The port as it now stands is a mix of prefabricated units made of metal and plastics and some hand-built buildings of wood, stone, and brick, stockpiled with enough food and fuel for a few months. There is space for up to a thousand new arrivals (if they don’t mind double bunking), spare parts, tools, clothes, and various odds and ends in plenty. About a hundred souls, all vetted with Mirror, work the port. A mixture of a few people ready to explore, and several people who want to build something of their own and have no intention of going far until there’s a safe road.
The rest is left to the people who come here, the people who choose to settle such a place. The surface is unmapped beyond a rough orbital topography scan. The places that are rich or poor are unknown. The beings who inhabit the world, the gods who may dwell within, they too are unknown. What grows well, what is best to eat, what would make the best clothes. These are things to be discovered.
***
Around the planet, there is a special perimeter. The system has only one jump entry route and in order to be admitted to the system past the guards, you must send word first and be permitted entry from the planet.
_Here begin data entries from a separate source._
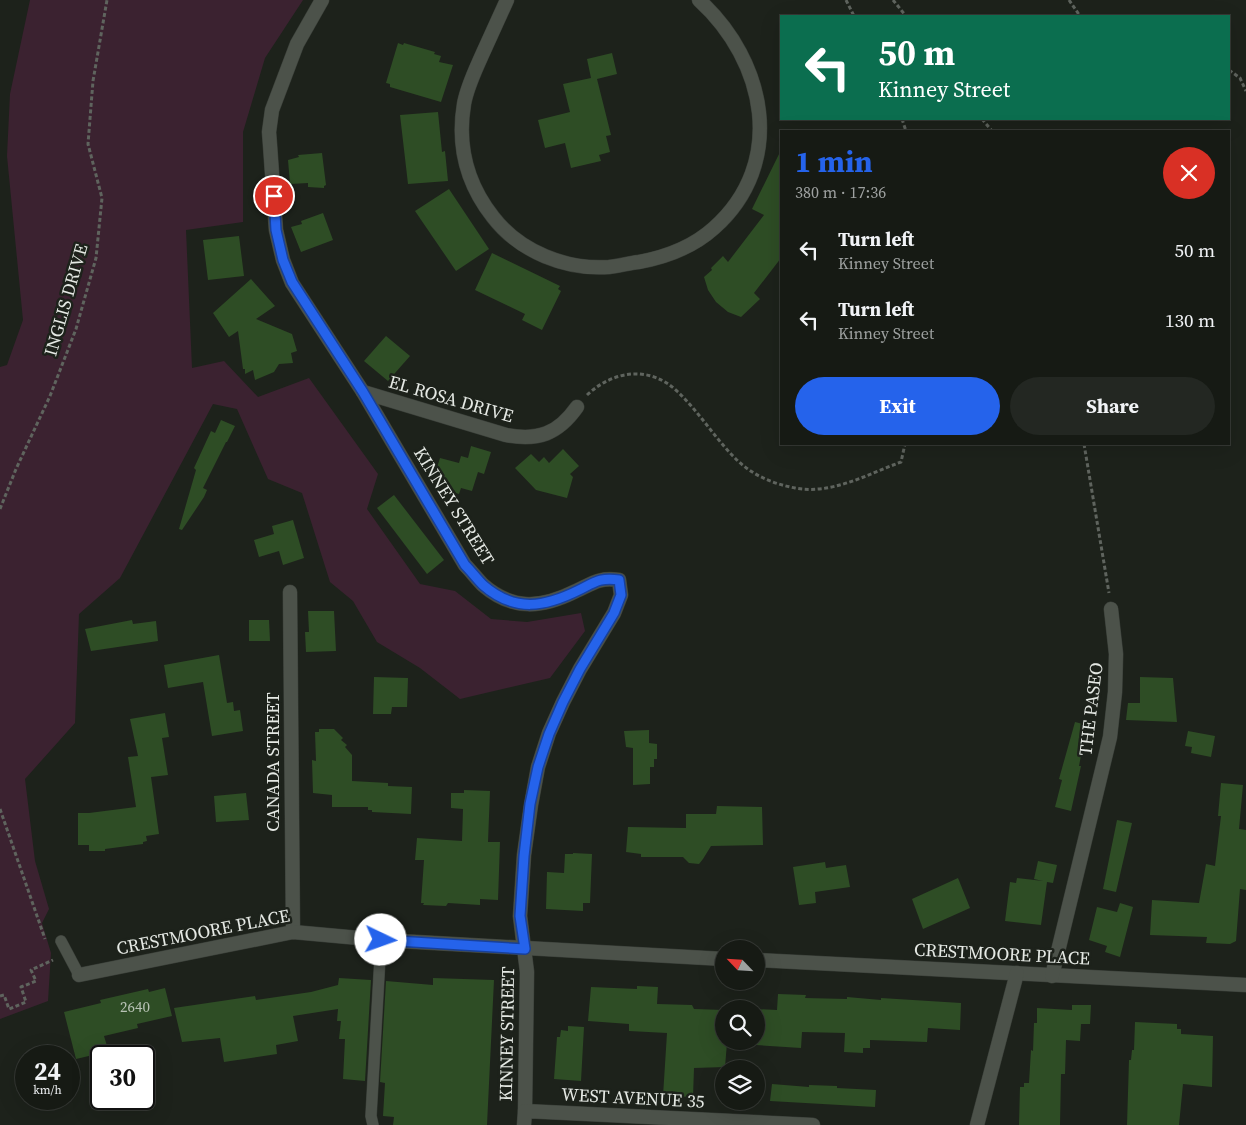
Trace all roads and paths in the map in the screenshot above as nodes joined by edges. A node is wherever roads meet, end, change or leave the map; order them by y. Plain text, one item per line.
1 (107, 0) edge
2 (322, 0) edge
3 (507, 0) edge
4 (699, 0) edge
5 (846, 0) edge
6 (893, 0) edge
7 (1068, 0) edge
8 (854, 15) edge
9 (905, 15) edge
10 (1079, 15) edge
11 (1230, 71) edge
12 (1246, 91) edge
13 (983, 120) edge
14 (991, 130) edge
15 (363, 392) junction
16 (577, 407) joint
17 (905, 445) edge
18 (1084, 445) edge
19 (0, 509) edge
20 (290, 592) dead end
21 (1111, 609) joint
22 (0, 809) edge
23 (293, 932) junction
24 (381, 940) junction
25 (61, 941) joint
26 (525, 949) junction
27 (715, 959) edge
28 (52, 960) dead end
29 (765, 960) edge
30 (1017, 973) junction
31 (79, 975) joint
32 (1052, 976) junction
33 (1246, 985) edge
34 (0, 996) edge
35 (524, 1118) edge
36 (373, 1125) edge
37 (813, 1125) edge
38 (977, 1125) edge

1 - 19 path, INGLIS DRIVE
2 - 15 street, KINNEY STREET
3 - 4 street
5 - 8 path
6 - 9 path
7 - 10 path
11 - 12 path
13 - 14 path
15 - 16 street, EL ROSA DRIVE
15 - 26 street, KINNEY STREET
16 - 17 path
18 - 21 path
20 - 23 street, CANADA STREET
21 - 32 street, THE PASEO
22 - 25 path
23 - 24 street, CRESTMOORE PLACE
23 - 31 street, CRESTMOORE PLACE
24 - 26 street, CRESTMOORE PLACE
24 - 36 lane
25 - 31 lane
26 - 27 street, CRESTMOORE PLACE
26 - 35 street, KINNEY STREET
28 - 34 path
29 - 30 street, CRESTMOORE PLACE
30 - 32 street, CRESTMOORE PLACE
30 - 38 street
32 - 33 street, CRESTMOORE PLACE
35 - 37 street, WEST AVENUE 35

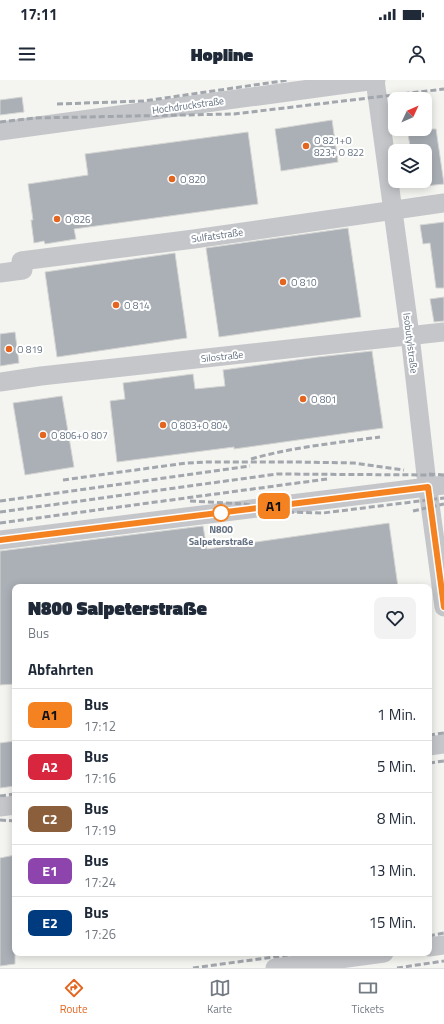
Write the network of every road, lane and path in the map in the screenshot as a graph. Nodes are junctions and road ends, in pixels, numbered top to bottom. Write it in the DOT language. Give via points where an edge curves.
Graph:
graph roads {
  1 [pos="376,80"];
  2 [pos="0,131"];
  3 [pos="444,202"];
  4 [pos="392,210"];
  5 [pos="0,273"];
  6 [pos="444,332"];
  7 [pos="410,335"];
  8 [pos="0,382"];
  9 [pos="436,486"];
  10 [pos="0,540"];
  11 [pos="444,607"];
  12 [pos="444,744"];
  13 [pos="432,746"];
  14 [pos="12,805"];
  15 [pos="0,807"];
  16 [pos="444,945"];
  17 [pos="432,947"];
  18 [pos="362,956"];
  19 [pos="275,968"];
  1 -- 2 [label="street, Hochdruckstraße"];
  1 -- 4 [label="street, Isobutylstraße"];
  3 -- 4 [label="street, Sulfatstraße"];
  4 -- 5 [label="street, Sulfatstraße" via="21,261 23,270"];
  4 -- 7 [label="street, Isobutylstraße"];
  6 -- 7 [label="street, Silostraße"];
  7 -- 8 [label="street, Silostraße"];
  7 -- 9 [label="street, Isobutylstraße"];
  9 -- 10 [label="street"];
  9 -- 11 [label="street, Isobutylstraße"];
  12 -- 13 [label="street"];
  14 -- 15 [label="street"];
  16 -- 17 [label="street"];
  18 -- 19 [label="street"];
}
You must be permitted entry by Mirror or those she delegates to the task. Otherwise, the perimeter guard will turn you back, offering enough fuel to get to the nearest habitable system two jumps away if you’ve arrived in error and cannot gain entry. If you arrive and make foolish demands, you will get less than that.
This, then, is the manifestation of Mirror’s wish. The wish for a planet. The wish for a home. The wish for possibility. The final thing it needs is a name.